Ok, breaking character now. I was truly not planning on getting a Gamecube anytime soon. Nothing against it, the library just doesn't interest me as much as the older consoles, I can already play these "legit" on the Wii, and the games are way too expensive for my tastes anyways. But when you go looking for deals, sometimes life drops something on you that you would be a moron for refusing. I got this thing from a local place for like 60 bucks. 60 bucks!!! That's nuts! The game I bought was almost as much as the console! I just couldn't help myself at that point. I don't have an RF modulator so it can't go on my CRT yet. But now that I do have this I am realizing how much I want to do with it. Gameboy player, Swiss loader, transfer Pokemon Ruby stuff with Colosseum. It's gonna be great. Not for my wallet, but it will be great.

Windows Deployment Server

WARNING: Boring actual IT shit ahead. This is stuff I do use in my current position but I don't really have a great understanding of how it works. I only learn new things by diving in headfirst and figuring it out as I go, and it's surprisingly not too hard to get started. With the power of shit that I bought from thrift stores and stole from my office, I have created a setup that will allow me to build a poor facsimile of an actual enterprise domain controller and deployment server rolled into one. On a mini-pc with a celeron processor and 6gb of memory. I'm sure that's exactly how professionals would recommend doing it. (Also this monitor is apparently the monitor that was modeled and used in cs_office. I wouldn't think this is nearly as funny normally but I found this out from a random youtube video literally 2 days after buying it)

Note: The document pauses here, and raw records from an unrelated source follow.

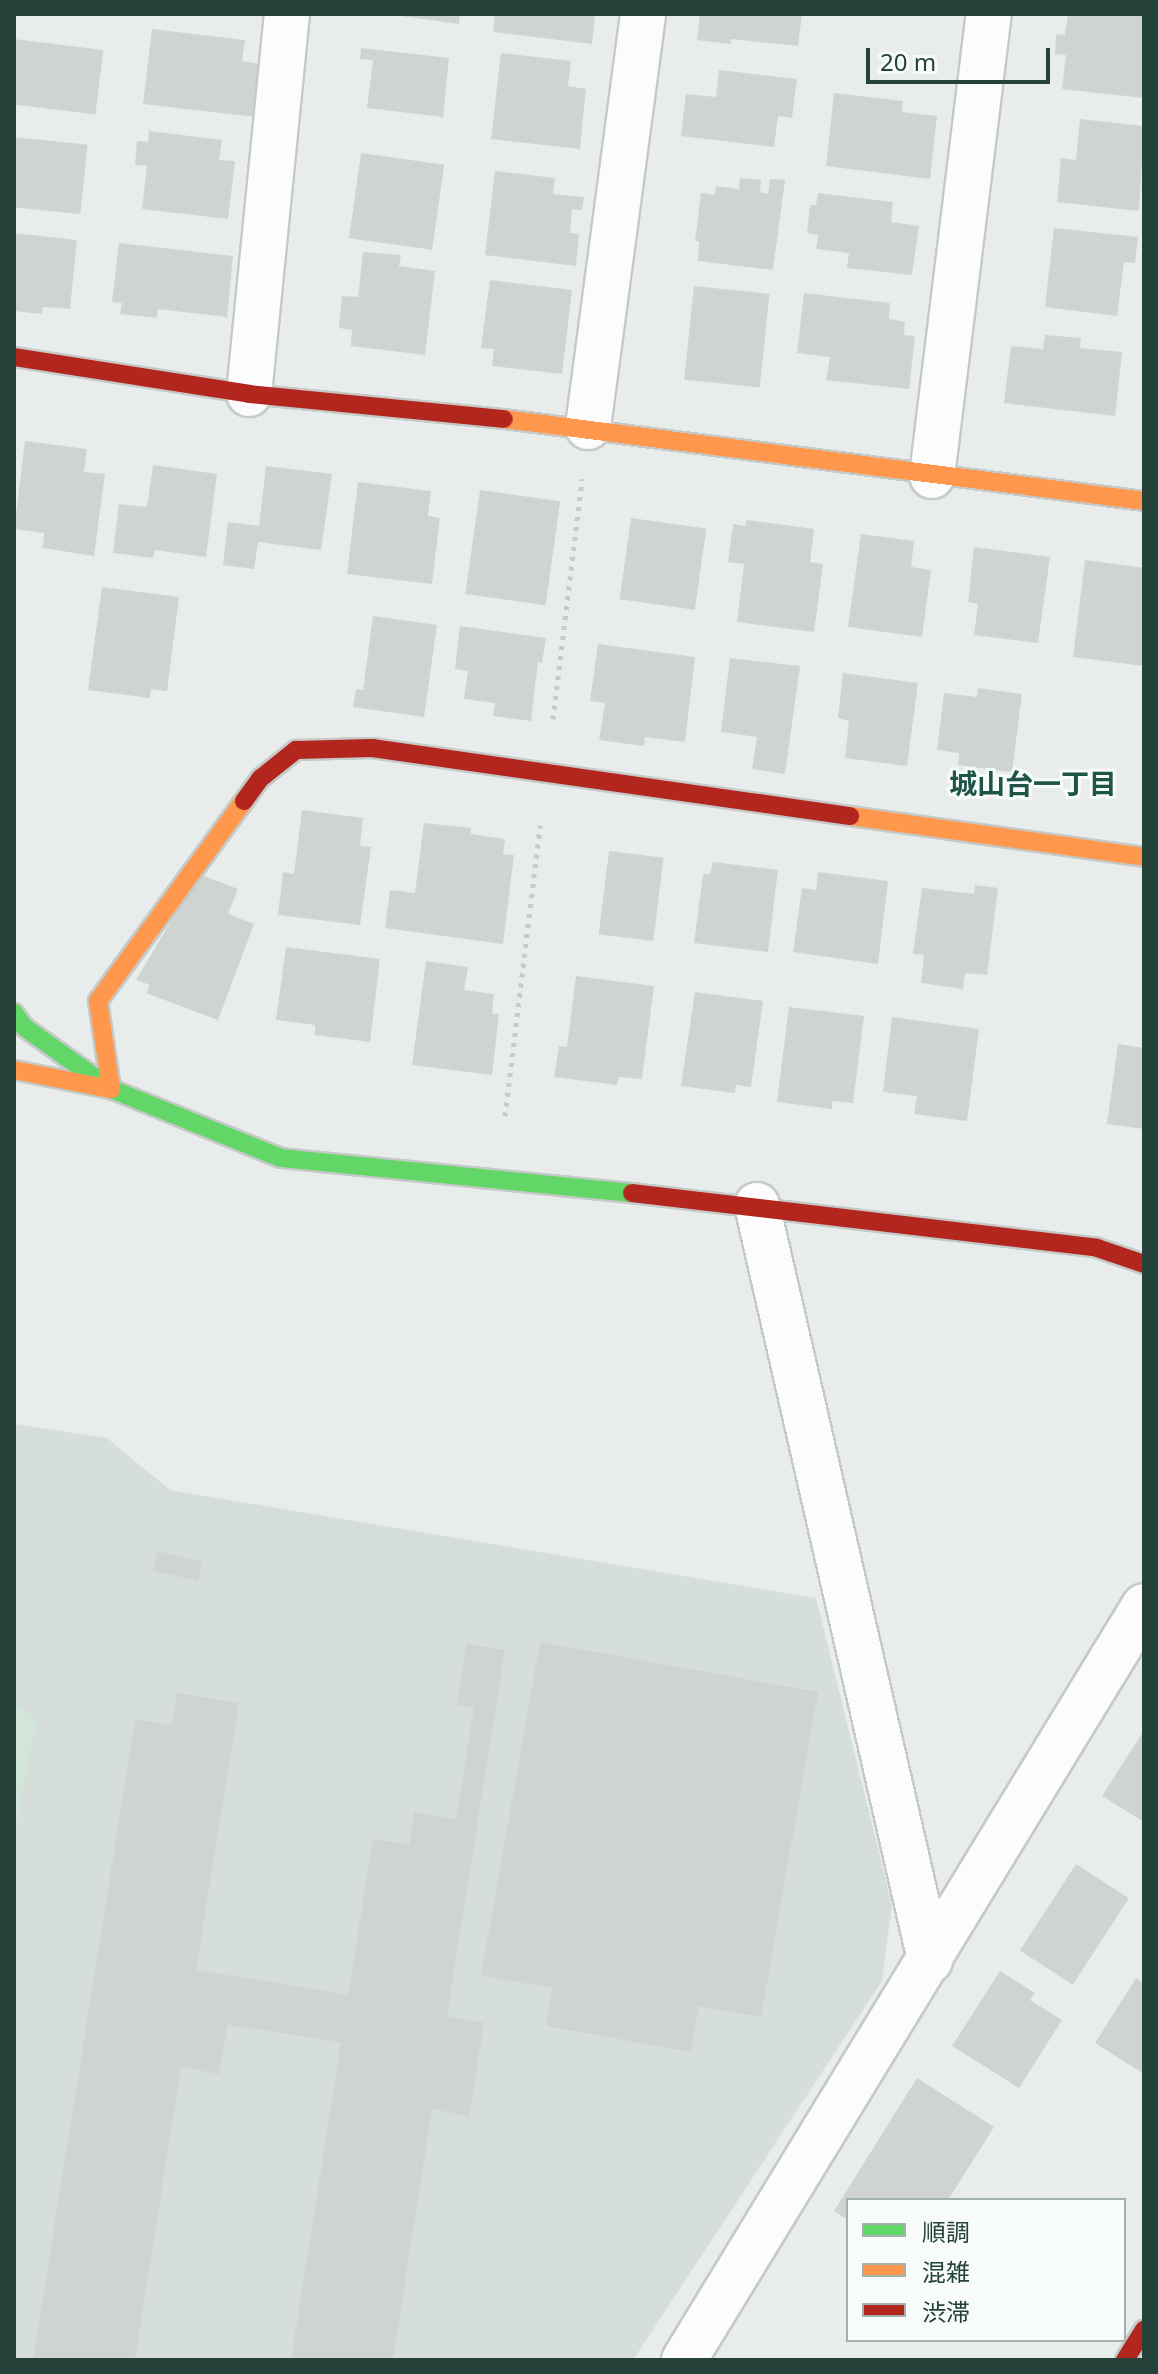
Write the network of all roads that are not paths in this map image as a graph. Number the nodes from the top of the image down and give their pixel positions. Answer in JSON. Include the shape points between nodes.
{"nodes":[{"id":1,"x":287,"y":14,"type":"edge"},
{"id":2,"x":643,"y":14,"type":"edge"},
{"id":3,"x":989,"y":14,"type":"edge"},
{"id":4,"x":14,"y":357,"type":"edge"},
{"id":5,"x":249,"y":394,"type":"junction"},
{"id":6,"x":588,"y":427,"type":"junction"},
{"id":7,"x":932,"y":476,"type":"junction"},
{"id":8,"x":1144,"y":501,"type":"edge"},
{"id":9,"x":1144,"y":857,"type":"edge"},
{"id":10,"x":14,"y":1013,"type":"edge"},
{"id":11,"x":14,"y":1070,"type":"edge"},
{"id":12,"x":111,"y":1089,"type":"junction"},
{"id":13,"x":757,"y":1205,"type":"junction"},
{"id":14,"x":1144,"y":1264,"type":"edge"},
{"id":15,"x":1144,"y":1606,"type":"edge"},
{"id":16,"x":930,"y":1960,"type":"junction"},
{"id":17,"x":1144,"y":2330,"type":"edge"},
{"id":18,"x":684,"y":2360,"type":"edge"},
{"id":19,"x":1125,"y":2360,"type":"edge"}],
"edges":[{"from":1,"to":5,"type":"street"},
{"from":2,"to":6,"type":"street"},
{"from":3,"to":7,"type":"street"},
{"from":4,"to":5,"type":"street"},
{"from":5,"to":6,"type":"street"},
{"from":6,"to":7,"type":"street"},
{"from":7,"to":8,"type":"street"},
{"from":9,"to":12,"type":"street","via":[[372,748],[296,750],[261,778],[98,1001]]},
{"from":10,"to":12,"type":"street","via":[[24,1027]]},
{"from":11,"to":12,"type":"street"},
{"from":12,"to":13,"type":"street","via":[[281,1158]]},
{"from":13,"to":14,"type":"street","via":[[1097,1248]]},
{"from":13,"to":16,"type":"street"},
{"from":15,"to":16,"type":"street"},
{"from":16,"to":18,"type":"street"},
{"from":17,"to":19,"type":"street"}]}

Right now I have a basic active directory set up with the WDS server. Once everything is set up you really just boot anything else on the network through IPv4 and it just works. Computers can be truly magical. The deployment server itself only installs the OS and joins the computer to the domain, which is good, but I wanted more. Task sequences and SCCM stuff seemed a bit out of my reach with the hardware I have on hand (Why didn't I just use virtual machines? Because I don't want to.) But I did find out the magic of ppkg files. This stuff is crazy. You use Windows ADK to configure stuff like naming the device, set the desktop image, removing all the bloatware, and so much else. And all you do is put it on a USB drive and throw it in during Windows setup. It just reads it and applies everything right then and there! It's not as seamless as I had hoped, but it's so fast and easy I could see myself making a ppkg for my personal computers! But Microsoft cannot make good things, so if something goes wrong there is no log file or error code. You are just shit out of luck until you figure it out yourself. Right now I can't quite get Firefox to install itself. Oh well.
This is all cool, although I am slightly worried someone else is going to boot into it randomly and not realize what the hell is going on. Maybe I can figure out how to put it on a VLan? Is that too far for a homelab? Am I worried about something that will never happen ever? Do I just want an excuse to buy/steal more shit? I will leave the answers up to the reader's interpretation of my character.